PROBLEM REQUIREMENTS: Set down each line of the records once more, precisely, and omit the pictures.

DATA EXCERPTS:
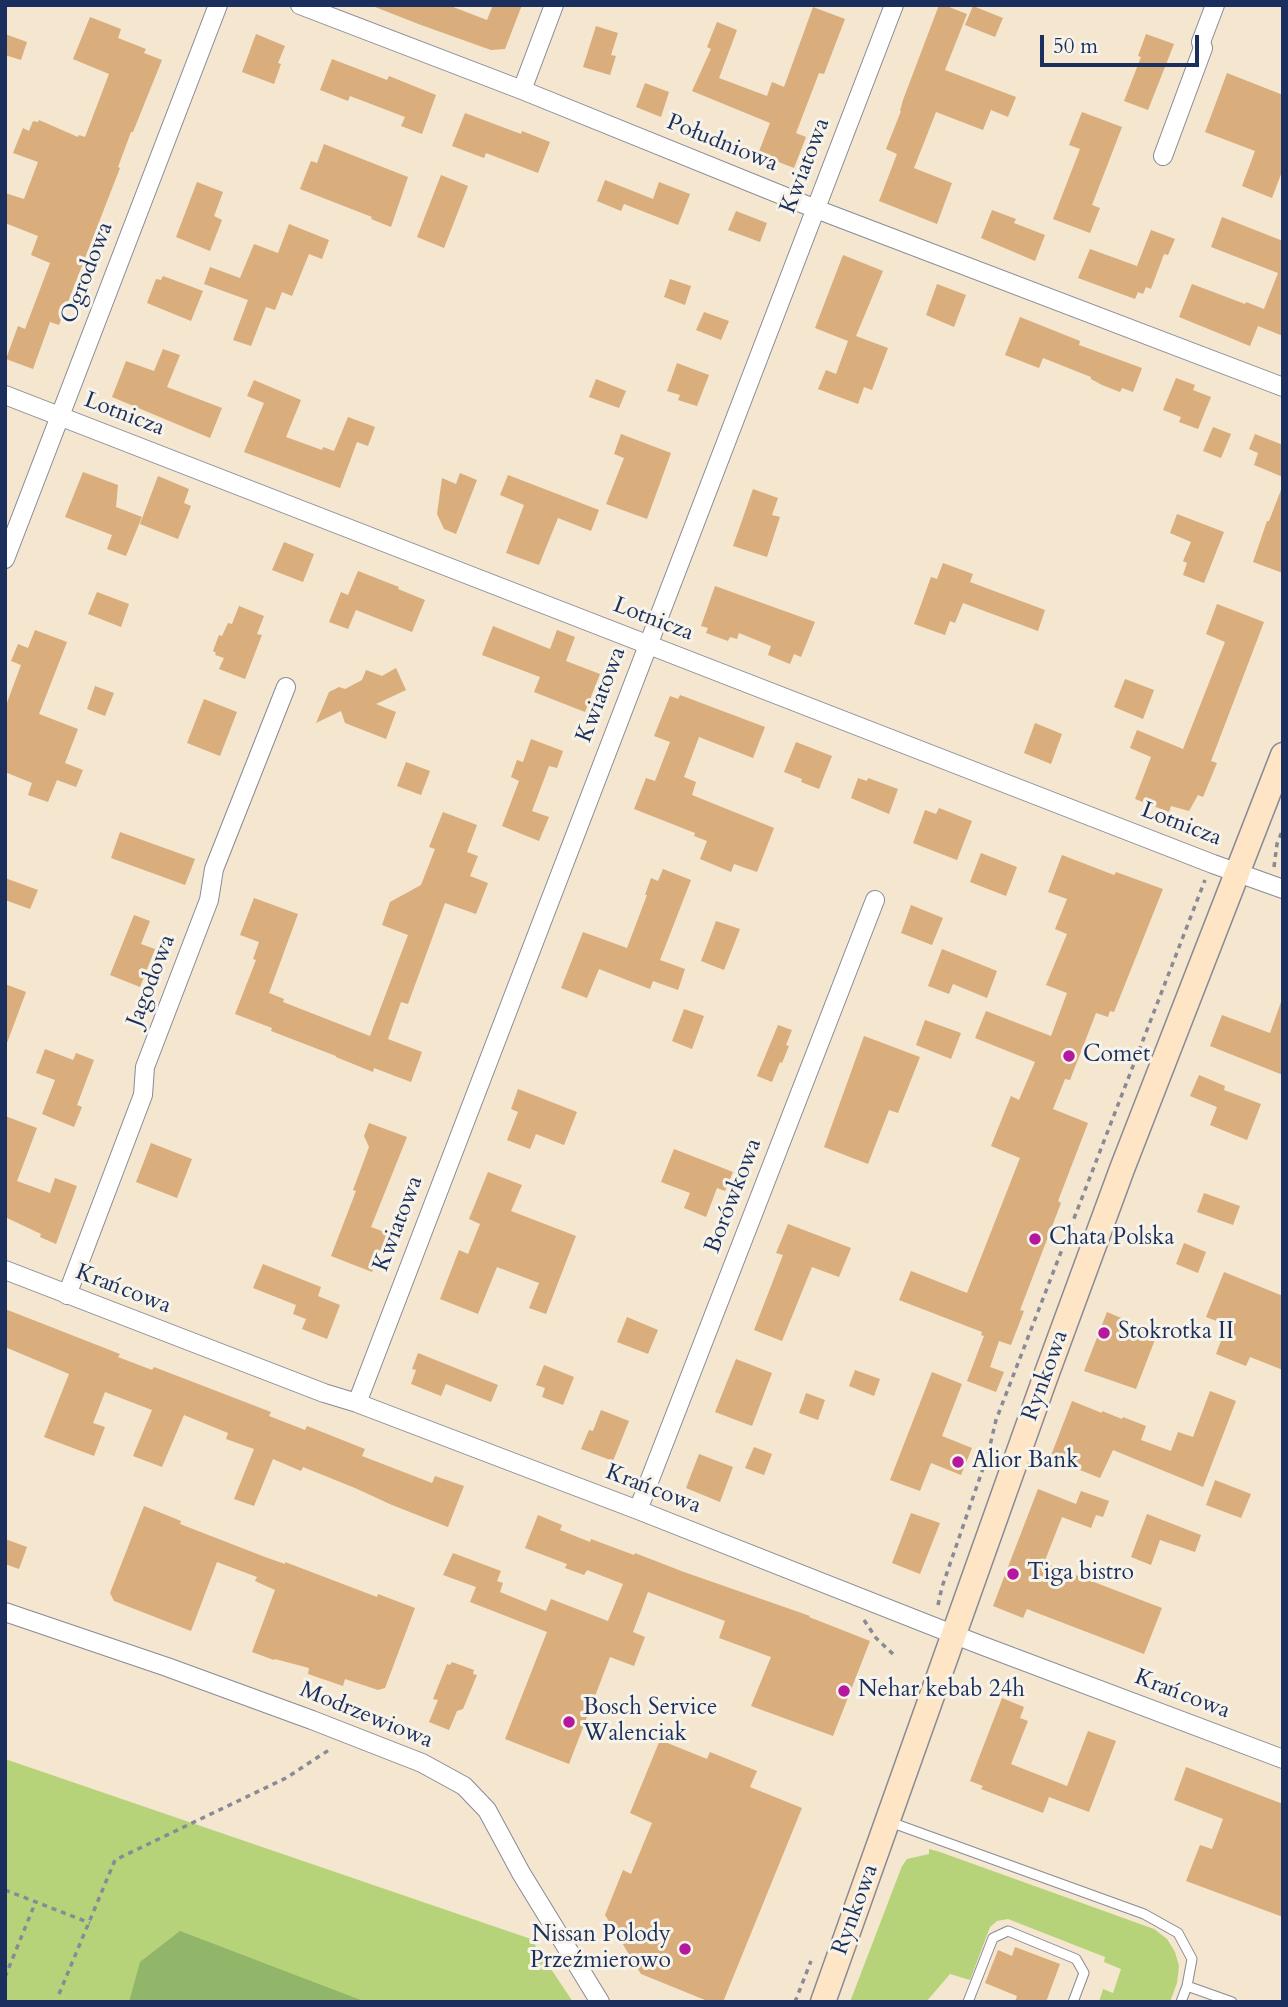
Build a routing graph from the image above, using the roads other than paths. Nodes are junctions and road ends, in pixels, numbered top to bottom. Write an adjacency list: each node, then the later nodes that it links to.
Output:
1 (218, 5): 11 (street, Ogrodowa)
2 (300, 5): 6 (street, Południowa)
3 (554, 5): 6 (street)
4 (894, 5): 8 (street, Kwiatowa)
5 (1215, 5): 7 (street)
6 (522, 90): 8 (street, Południowa)
7 (1163, 156)
8 (817, 209): 9 (street, Południowa); 13 (street, Kwiatowa)
9 (1283, 387)
10 (5, 395): 11 (street, Lotnicza)
11 (60, 417): 12 (street, Ogrodowa); 13 (street, Lotnicza)
12 (5, 559)
13 (648, 645): 16 (street, Lotnicza); 21 (street, Kwiatowa)
14 (286, 687): 20 (street, Jagodowa)
15 (1283, 755): 16 (street, Rynkowa)
16 (1238, 872): 17 (street, Lotnicza); 24 (street, Rynkowa)
17 (1283, 889)
18 (875, 900): 22 (street, Borówkowa)
19 (5, 1270): 20 (street, Krańcowa)
20 (67, 1295): 21 (street, Krańcowa)
21 (357, 1403): 22 (street, Krańcowa)
22 (638, 1510): 24 (street, Krańcowa)
23 (5, 1612): 28 (street, Modrzewiowa)
24 (954, 1634): 25 (street, Krańcowa); 26 (street, Rynkowa)
25 (1282, 1756)
26 (888, 1821): 27 (lane); 29 (street, Rynkowa)
27 (1186, 1986): 32 (lane); 33 (lane)
28 (600, 2002)
29 (823, 2002)
30 (968, 2002): 31 (lane)
31 (1073, 2002)
32 (1181, 2002)
33 (1233, 2002)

TASK RESULT:
Build a routing graph from the image above, using the roads other than paths. Nodes are junctions and road ends, in pixels, numbered top to bottom. Write an adjacency list: each node, then the later nodes that it links to.
Output:
1 (218, 5): 11 (street, Ogrodowa)
2 (300, 5): 6 (street, Południowa)
3 (554, 5): 6 (street)
4 (894, 5): 8 (street, Kwiatowa)
5 (1215, 5): 7 (street)
6 (522, 90): 8 (street, Południowa)
7 (1163, 156)
8 (817, 209): 9 (street, Południowa); 13 (street, Kwiatowa)
9 (1283, 387)
10 (5, 395): 11 (street, Lotnicza)
11 (60, 417): 12 (street, Ogrodowa); 13 (street, Lotnicza)
12 (5, 559)
13 (648, 645): 16 (street, Lotnicza); 21 (street, Kwiatowa)
14 (286, 687): 20 (street, Jagodowa)
15 (1283, 755): 16 (street, Rynkowa)
16 (1238, 872): 17 (street, Lotnicza); 24 (street, Rynkowa)
17 (1283, 889)
18 (875, 900): 22 (street, Borówkowa)
19 (5, 1270): 20 (street, Krańcowa)
20 (67, 1295): 21 (street, Krańcowa)
21 (357, 1403): 22 (street, Krańcowa)
22 (638, 1510): 24 (street, Krańcowa)
23 (5, 1612): 28 (street, Modrzewiowa)
24 (954, 1634): 25 (street, Krańcowa); 26 (street, Rynkowa)
25 (1282, 1756)
26 (888, 1821): 27 (lane); 29 (street, Rynkowa)
27 (1186, 1986): 32 (lane); 33 (lane)
28 (600, 2002)
29 (823, 2002)
30 (968, 2002): 31 (lane)
31 (1073, 2002)
32 (1181, 2002)
33 (1233, 2002)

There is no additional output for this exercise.